South Equipment Co. v. Toledo Cut Stone, Unpublished Decision (2-11-2000)

CourtOhio Court of Appeals
DecidedFebruary 11, 2000
DocketCourt of Appeals No. L-99-1197. Trial Court No. CI-98-1591.
StatusUnpublished

This text of South Equipment Co. v. Toledo Cut Stone, Unpublished Decision (2-11-2000) (South Equipment Co. v. Toledo Cut Stone, Unpublished Decision (2-11-2000)) is published on Counsel Stack Legal Research, covering Ohio Court of Appeals primary law. Counsel Stack provides free access to over 12 million legal documents including statutes, case law, regulations, and constitutions.

Bluebook
South Equipment Co. v. Toledo Cut Stone, Unpublished Decision (2-11-2000), (Ohio Ct. App. 2000).

Opinion

DECISION AND JUDGMENT ENTRY
This is an appeal from a judgment of the Lucas County Court of Common Pleas, in which the court granted summary judgment to appellees in an action to collect a debt and dismissed appellant's counterclaim for damages. For the reasons that follow, we affirm the judgment of the trial court.

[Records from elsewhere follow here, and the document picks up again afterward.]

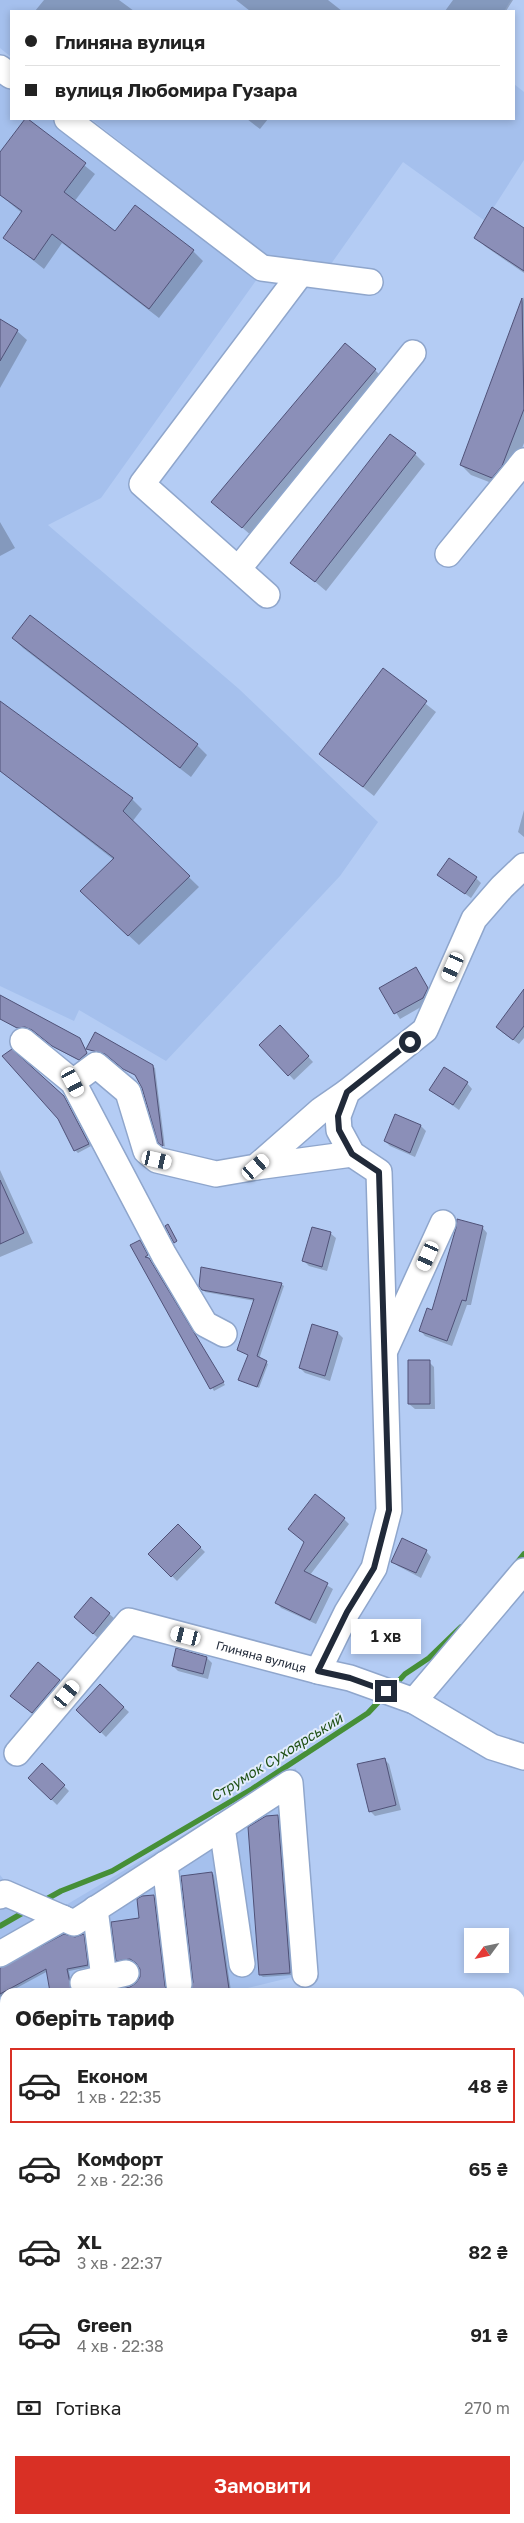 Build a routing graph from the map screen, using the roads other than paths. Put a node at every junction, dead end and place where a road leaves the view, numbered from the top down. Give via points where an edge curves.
1 (68, 120) edge
2 (301, 274) junction
3 (370, 282) dead end
4 (414, 353) dead end
5 (524, 461) edge
6 (448, 554) dead end
7 (239, 568) junction
8 (267, 595) dead end
9 (524, 866) edge
10 (23, 1041) dead end
11 (73, 1082) junction
12 (347, 1092) junction
13 (352, 1154) junction
14 (256, 1167) junction
15 (443, 1223) dead end
16 (224, 1334) dead end
17 (384, 1354) junction
18 (524, 1571) edge
19 (318, 1671) junction
20 (407, 1698) junction
21 (17, 1752) dead end
22 (524, 1757) edge
23 (222, 1827) junction
24 (165, 1864) junction
25 (11, 1899) edge
26 (96, 1909) junction
27 (57, 1916) junction
28 (0, 1954) edge
29 (242, 1964) dead end
30 (306, 1974) dead end
31 (104, 1978) dead end
32 (179, 1984) dead end

1 - 2 street via 262,268
2 - 3 street
2 - 7 street via 142,484
4 - 7 street
5 - 6 street
7 - 8 street
9 - 12 street via 474,919 425,1030
10 - 11 street
11 - 14 street via 96,1065 128,1092 146,1151 157,1160 216,1174
11 - 16 street via 191,1301 205,1324
12 - 13 street, Глиняна вулиця via 338,1116 339,1130
12 - 14 street via 321,1110
13 - 14 street
13 - 17 street, Глиняна вулиця via 379,1172
15 - 17 street
17 - 19 street, Глиняна вулиця via 389,1510 374,1568 347,1612
18 - 20 street
19 - 20 street
19 - 21 street, Глиняна вулиця via 129,1621
20 - 22 street via 492,1747
23 - 24 street
23 - 29 street
23 - 30 street via 290,1783
24 - 26 street
24 - 32 street
25 - 27 street
26 - 27 street via 74,1923
26 - 31 street
27 - 28 street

On appeal appellants, Theodore Piel, Anna Piel, and Toledo Cut Stone, Inc., set forth the following assignment of error:

"I. THE TRIAL COURT ABUSED ITS DISCRETION IN GRANTING PLAINTIFFS' MOTION FOR SUMMARY JUDGMENT BECAUSE, WHEN CONSTRUING THE EVIDENCE MOST STRONGLY IN FAVOR OF THE APPELLANTS, REASONABLE MINDS CAN DIFFER AS TO THE MEANING OF THE TERMS OF THE RELEASE."

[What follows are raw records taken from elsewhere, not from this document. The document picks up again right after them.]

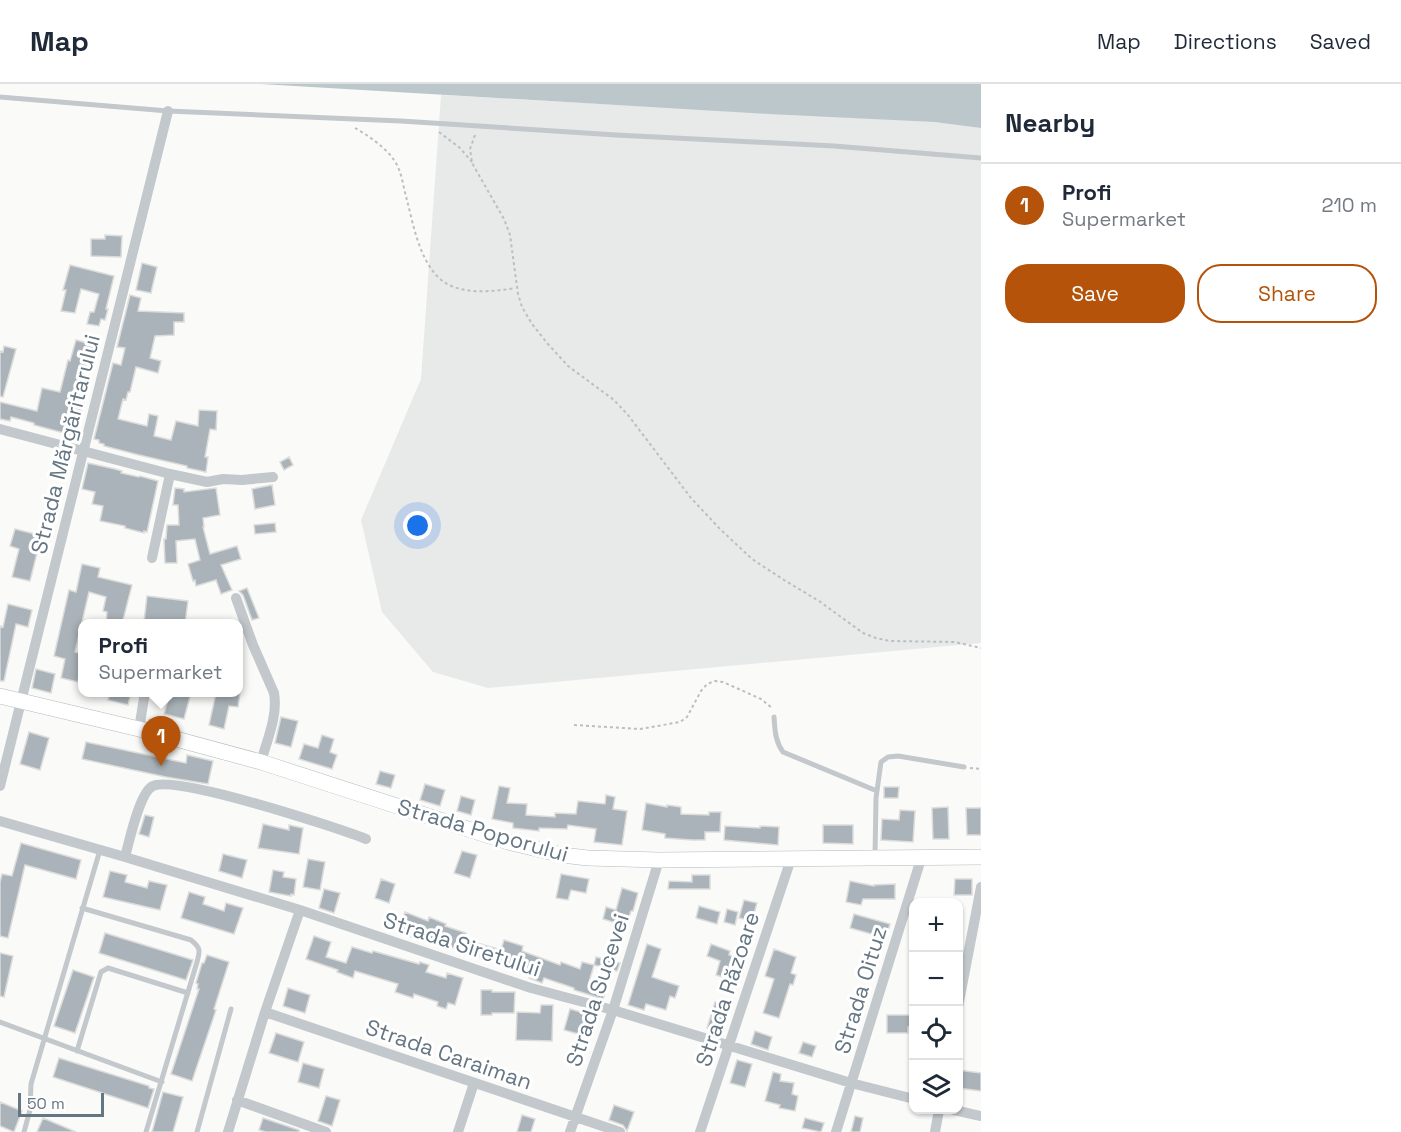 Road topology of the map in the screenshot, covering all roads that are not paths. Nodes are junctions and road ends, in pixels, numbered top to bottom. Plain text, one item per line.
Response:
1 (0, 97) edge
2 (168, 111) junction
3 (981, 158) edge
4 (0, 429) edge
5 (83, 452) junction
6 (170, 474) junction
7 (273, 477) dead end
8 (152, 558) dead end
9 (236, 598) dead end
10 (243, 619) edge
11 (243, 620) edge
12 (0, 696) edge
13 (145, 697) edge
14 (21, 701) junction
15 (774, 717) road end
16 (139, 729) junction
17 (261, 762) junction
18 (964, 767) dead end
19 (0, 786) edge
20 (877, 791) junction
21 (0, 821) edge
22 (366, 839) dead end
23 (100, 850) junction
24 (125, 857) junction
25 (981, 857) edge
26 (791, 859) junction
27 (875, 859) junction
28 (921, 859) junction
29 (659, 860) junction
30 (981, 887) edge
31 (82, 908) junction
32 (300, 910) junction
33 (188, 993) junction
34 (958, 1006) edge
35 (231, 1009) dead end
36 (613, 1010) junction
37 (265, 1012) junction
38 (0, 1022) edge
39 (44, 1038) junction
40 (729, 1045) junction
41 (76, 1051) junction
42 (162, 1082) junction
43 (474, 1083) junction
44 (851, 1083) junction
45 (909, 1098) edge
46 (237, 1100) junction
47 (963, 1112) edge
48 (938, 1114) edge
49 (981, 1116) edge
50 (576, 1117) junction
51 (24, 1132) edge
52 (146, 1132) edge
53 (197, 1132) edge
54 (228, 1132) edge
55 (326, 1132) edge
56 (458, 1132) edge
57 (570, 1132) edge
58 (620, 1132) edge
59 (700, 1132) edge
60 (836, 1132) edge
61 (935, 1132) edge

1 - 2 lane
2 - 3 lane
2 - 5 street, Strada Mărgăritarului
4 - 5 street
5 - 6 street
5 - 14 street, Strada Mărgăritarului
6 - 7 street
6 - 8 street
9 - 10 street
11 - 17 street
12 - 14 street, Strada Poporului
13 - 16 street
14 - 16 street, Strada Poporului
14 - 19 street, Strada Mărgăritarului
15 - 20 lane
16 - 17 street, Strada Poporului
17 - 29 street, Strada Poporului
18 - 20 lane
20 - 27 lane
21 - 23 street, Strada Siretului
22 - 24 street
23 - 24 street, Strada Siretului
23 - 31 lane
24 - 32 street, Strada Siretului
25 - 28 street, Strada Poporului
26 - 27 street, Strada Poporului
26 - 29 street, Strada Poporului
26 - 40 street, Strada Răzoare
27 - 28 street, Strada Poporului
28 - 44 street, Strada Oituz
29 - 36 street, Strada Sucevei
30 - 34 street
31 - 33 lane
31 - 39 lane
32 - 36 street, Strada Siretului
32 - 37 street
33 - 41 lane
33 - 42 lane
35 - 53 lane
36 - 40 street, Strada Siretului
36 - 50 street, Strada Sucevei
37 - 43 street, Strada Caraiman
37 - 46 street
38 - 39 lane
39 - 41 lane
39 - 51 lane
40 - 44 street, Strada Siretului
40 - 59 street, Strada Răzoare
41 - 42 lane
42 - 52 lane
43 - 50 street, Strada Caraiman
43 - 56 street
44 - 45 street, Strada Siretului
44 - 60 street, Strada Oituz
46 - 54 street
46 - 55 street
47 - 49 street
48 - 61 street
50 - 57 street, Strada Sucevei
50 - 58 street, Strada Caraiman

The undisputed facts that are relevant to the issues raised on appeal are as follows. Appellee, Toledo Cut Stone ("Cut Stone"), was originally formed in 1894 to engage in the business of milling and marketing natural cut stone. In the late 1980s appellees, Arland Krueger1 and Robert Kohler, the owners of Cut Stone, began looking for a buyer for the business so they could retire. In 1987, the business was listed for sale with Krueger's cousin, appellant Theodore Piel, a retired engineering executive turned real estate dealer. When his efforts to secure a buyer for Cut Stone failed, Piel approached Krueger and Kohler with a plan to buy the business himself.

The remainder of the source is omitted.